▸ **WORK ORDER**
Could you repeat the records below exactly, leaving the pictures out?

******************************

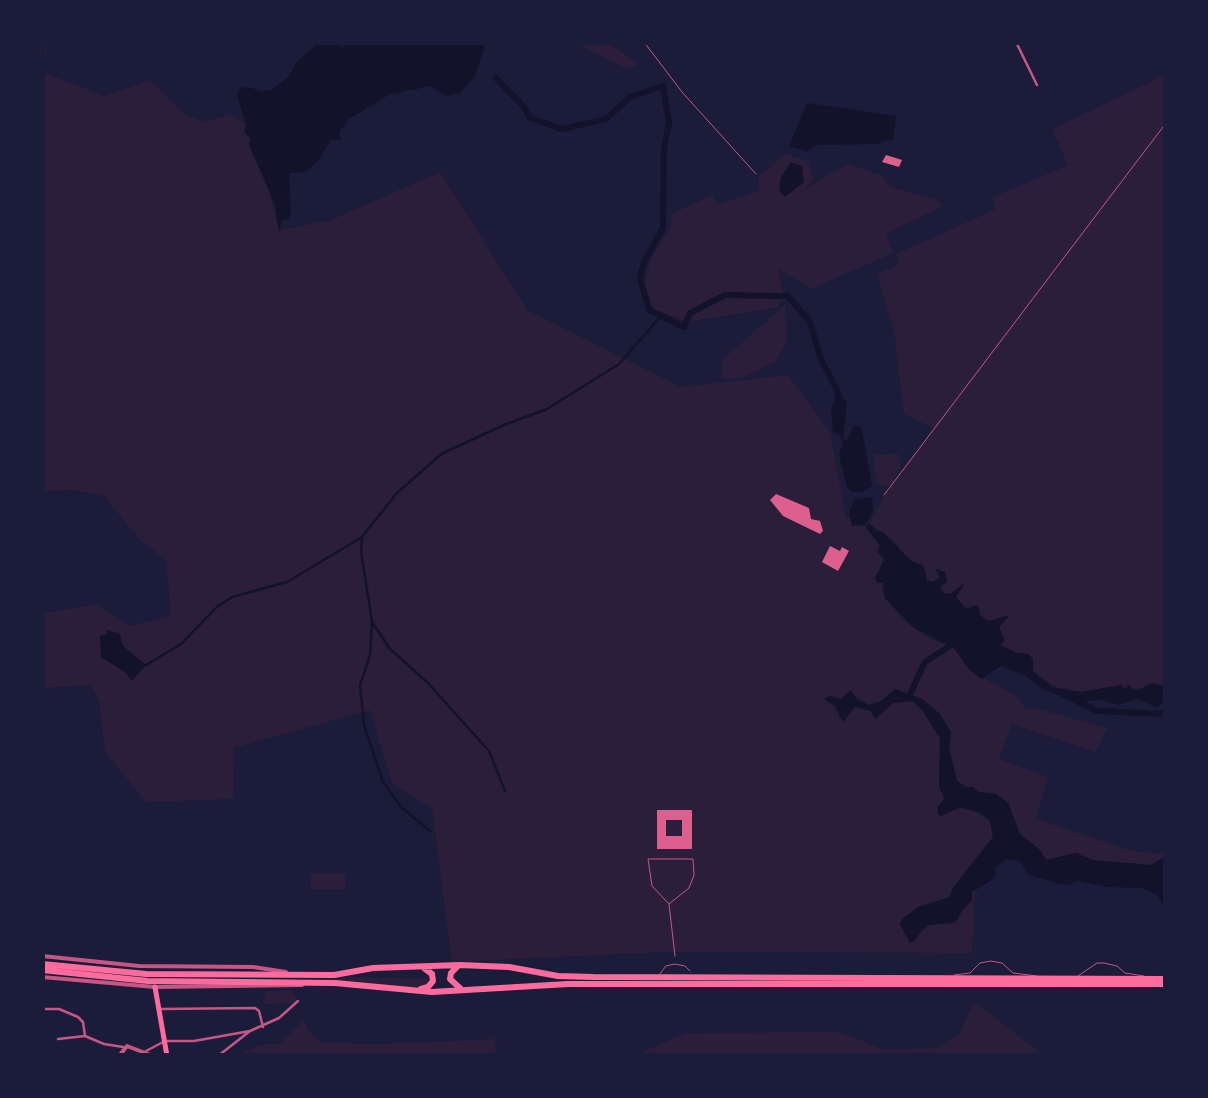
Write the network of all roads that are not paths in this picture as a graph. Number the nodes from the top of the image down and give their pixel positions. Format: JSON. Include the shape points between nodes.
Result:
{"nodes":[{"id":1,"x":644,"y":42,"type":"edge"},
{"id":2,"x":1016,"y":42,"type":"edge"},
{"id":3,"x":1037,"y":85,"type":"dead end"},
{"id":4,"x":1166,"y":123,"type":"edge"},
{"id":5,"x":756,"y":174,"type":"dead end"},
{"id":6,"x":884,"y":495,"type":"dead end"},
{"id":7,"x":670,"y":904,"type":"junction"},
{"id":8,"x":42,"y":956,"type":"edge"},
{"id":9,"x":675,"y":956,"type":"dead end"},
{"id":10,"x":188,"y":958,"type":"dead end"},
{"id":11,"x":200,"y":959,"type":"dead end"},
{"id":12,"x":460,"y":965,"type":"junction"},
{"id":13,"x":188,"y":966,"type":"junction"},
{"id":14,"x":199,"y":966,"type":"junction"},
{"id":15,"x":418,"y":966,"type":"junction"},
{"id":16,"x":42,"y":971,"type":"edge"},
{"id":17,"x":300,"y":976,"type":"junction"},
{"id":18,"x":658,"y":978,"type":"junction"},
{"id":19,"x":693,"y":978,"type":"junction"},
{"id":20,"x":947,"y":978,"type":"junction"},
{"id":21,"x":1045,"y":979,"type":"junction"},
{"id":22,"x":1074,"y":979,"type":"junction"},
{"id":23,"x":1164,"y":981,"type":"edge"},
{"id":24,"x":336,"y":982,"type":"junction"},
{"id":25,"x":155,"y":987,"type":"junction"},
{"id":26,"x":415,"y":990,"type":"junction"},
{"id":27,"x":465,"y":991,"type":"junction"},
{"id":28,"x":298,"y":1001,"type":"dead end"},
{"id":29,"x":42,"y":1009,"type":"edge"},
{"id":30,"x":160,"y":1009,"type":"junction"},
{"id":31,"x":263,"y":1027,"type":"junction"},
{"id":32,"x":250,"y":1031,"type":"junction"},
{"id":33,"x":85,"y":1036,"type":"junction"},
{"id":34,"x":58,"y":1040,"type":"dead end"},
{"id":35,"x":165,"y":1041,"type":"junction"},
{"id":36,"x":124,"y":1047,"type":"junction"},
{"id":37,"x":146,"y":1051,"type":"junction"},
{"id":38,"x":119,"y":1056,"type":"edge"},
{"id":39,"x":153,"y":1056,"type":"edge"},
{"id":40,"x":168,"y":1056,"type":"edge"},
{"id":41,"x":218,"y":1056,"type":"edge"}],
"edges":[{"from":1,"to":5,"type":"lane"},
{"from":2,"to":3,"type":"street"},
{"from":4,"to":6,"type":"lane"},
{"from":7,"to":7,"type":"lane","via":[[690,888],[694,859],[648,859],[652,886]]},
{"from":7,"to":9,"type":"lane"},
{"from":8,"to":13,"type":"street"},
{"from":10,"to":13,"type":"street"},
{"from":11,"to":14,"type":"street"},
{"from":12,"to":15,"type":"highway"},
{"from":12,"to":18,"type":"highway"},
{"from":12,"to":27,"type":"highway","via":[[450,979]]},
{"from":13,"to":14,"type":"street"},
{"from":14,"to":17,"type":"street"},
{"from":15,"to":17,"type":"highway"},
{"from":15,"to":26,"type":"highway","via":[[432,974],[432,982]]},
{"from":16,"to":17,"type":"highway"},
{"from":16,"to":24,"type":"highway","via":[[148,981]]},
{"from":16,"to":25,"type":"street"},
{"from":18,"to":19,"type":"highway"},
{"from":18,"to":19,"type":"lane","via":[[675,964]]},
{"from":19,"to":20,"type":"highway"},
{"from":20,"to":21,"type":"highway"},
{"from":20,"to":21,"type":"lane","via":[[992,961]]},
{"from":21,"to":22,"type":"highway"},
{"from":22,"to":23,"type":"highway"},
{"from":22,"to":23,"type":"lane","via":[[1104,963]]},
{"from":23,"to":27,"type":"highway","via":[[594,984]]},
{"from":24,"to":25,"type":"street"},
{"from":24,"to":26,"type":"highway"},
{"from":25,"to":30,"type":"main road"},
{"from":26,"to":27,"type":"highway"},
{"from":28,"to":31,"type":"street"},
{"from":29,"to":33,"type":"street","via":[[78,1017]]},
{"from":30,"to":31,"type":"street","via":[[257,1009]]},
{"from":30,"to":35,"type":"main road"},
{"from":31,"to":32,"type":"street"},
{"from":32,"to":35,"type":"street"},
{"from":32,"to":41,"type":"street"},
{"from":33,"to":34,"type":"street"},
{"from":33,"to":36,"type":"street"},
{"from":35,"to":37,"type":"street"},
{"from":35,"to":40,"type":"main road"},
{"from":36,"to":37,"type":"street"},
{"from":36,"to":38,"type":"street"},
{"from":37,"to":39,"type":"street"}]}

******************************

▸ **RESULT FOR THIS TASK**
Write the network of all roads that are not paths in this picture as a graph. Number the nodes from the top of the image down and give their pixel positions. Format: JSON. Include the shape points between nodes.
Result:
{"nodes":[{"id":1,"x":644,"y":42,"type":"edge"},
{"id":2,"x":1016,"y":42,"type":"edge"},
{"id":3,"x":1037,"y":85,"type":"dead end"},
{"id":4,"x":1166,"y":123,"type":"edge"},
{"id":5,"x":756,"y":174,"type":"dead end"},
{"id":6,"x":884,"y":495,"type":"dead end"},
{"id":7,"x":670,"y":904,"type":"junction"},
{"id":8,"x":42,"y":956,"type":"edge"},
{"id":9,"x":675,"y":956,"type":"dead end"},
{"id":10,"x":188,"y":958,"type":"dead end"},
{"id":11,"x":200,"y":959,"type":"dead end"},
{"id":12,"x":460,"y":965,"type":"junction"},
{"id":13,"x":188,"y":966,"type":"junction"},
{"id":14,"x":199,"y":966,"type":"junction"},
{"id":15,"x":418,"y":966,"type":"junction"},
{"id":16,"x":42,"y":971,"type":"edge"},
{"id":17,"x":300,"y":976,"type":"junction"},
{"id":18,"x":658,"y":978,"type":"junction"},
{"id":19,"x":693,"y":978,"type":"junction"},
{"id":20,"x":947,"y":978,"type":"junction"},
{"id":21,"x":1045,"y":979,"type":"junction"},
{"id":22,"x":1074,"y":979,"type":"junction"},
{"id":23,"x":1164,"y":981,"type":"edge"},
{"id":24,"x":336,"y":982,"type":"junction"},
{"id":25,"x":155,"y":987,"type":"junction"},
{"id":26,"x":415,"y":990,"type":"junction"},
{"id":27,"x":465,"y":991,"type":"junction"},
{"id":28,"x":298,"y":1001,"type":"dead end"},
{"id":29,"x":42,"y":1009,"type":"edge"},
{"id":30,"x":160,"y":1009,"type":"junction"},
{"id":31,"x":263,"y":1027,"type":"junction"},
{"id":32,"x":250,"y":1031,"type":"junction"},
{"id":33,"x":85,"y":1036,"type":"junction"},
{"id":34,"x":58,"y":1040,"type":"dead end"},
{"id":35,"x":165,"y":1041,"type":"junction"},
{"id":36,"x":124,"y":1047,"type":"junction"},
{"id":37,"x":146,"y":1051,"type":"junction"},
{"id":38,"x":119,"y":1056,"type":"edge"},
{"id":39,"x":153,"y":1056,"type":"edge"},
{"id":40,"x":168,"y":1056,"type":"edge"},
{"id":41,"x":218,"y":1056,"type":"edge"}],
"edges":[{"from":1,"to":5,"type":"lane"},
{"from":2,"to":3,"type":"street"},
{"from":4,"to":6,"type":"lane"},
{"from":7,"to":7,"type":"lane","via":[[690,888],[694,859],[648,859],[652,886]]},
{"from":7,"to":9,"type":"lane"},
{"from":8,"to":13,"type":"street"},
{"from":10,"to":13,"type":"street"},
{"from":11,"to":14,"type":"street"},
{"from":12,"to":15,"type":"highway"},
{"from":12,"to":18,"type":"highway"},
{"from":12,"to":27,"type":"highway","via":[[450,979]]},
{"from":13,"to":14,"type":"street"},
{"from":14,"to":17,"type":"street"},
{"from":15,"to":17,"type":"highway"},
{"from":15,"to":26,"type":"highway","via":[[432,974],[432,982]]},
{"from":16,"to":17,"type":"highway"},
{"from":16,"to":24,"type":"highway","via":[[148,981]]},
{"from":16,"to":25,"type":"street"},
{"from":18,"to":19,"type":"highway"},
{"from":18,"to":19,"type":"lane","via":[[675,964]]},
{"from":19,"to":20,"type":"highway"},
{"from":20,"to":21,"type":"highway"},
{"from":20,"to":21,"type":"lane","via":[[992,961]]},
{"from":21,"to":22,"type":"highway"},
{"from":22,"to":23,"type":"highway"},
{"from":22,"to":23,"type":"lane","via":[[1104,963]]},
{"from":23,"to":27,"type":"highway","via":[[594,984]]},
{"from":24,"to":25,"type":"street"},
{"from":24,"to":26,"type":"highway"},
{"from":25,"to":30,"type":"main road"},
{"from":26,"to":27,"type":"highway"},
{"from":28,"to":31,"type":"street"},
{"from":29,"to":33,"type":"street","via":[[78,1017]]},
{"from":30,"to":31,"type":"street","via":[[257,1009]]},
{"from":30,"to":35,"type":"main road"},
{"from":31,"to":32,"type":"street"},
{"from":32,"to":35,"type":"street"},
{"from":32,"to":41,"type":"street"},
{"from":33,"to":34,"type":"street"},
{"from":33,"to":36,"type":"street"},
{"from":35,"to":37,"type":"street"},
{"from":35,"to":40,"type":"main road"},
{"from":36,"to":37,"type":"street"},
{"from":36,"to":38,"type":"street"},
{"from":37,"to":39,"type":"street"}]}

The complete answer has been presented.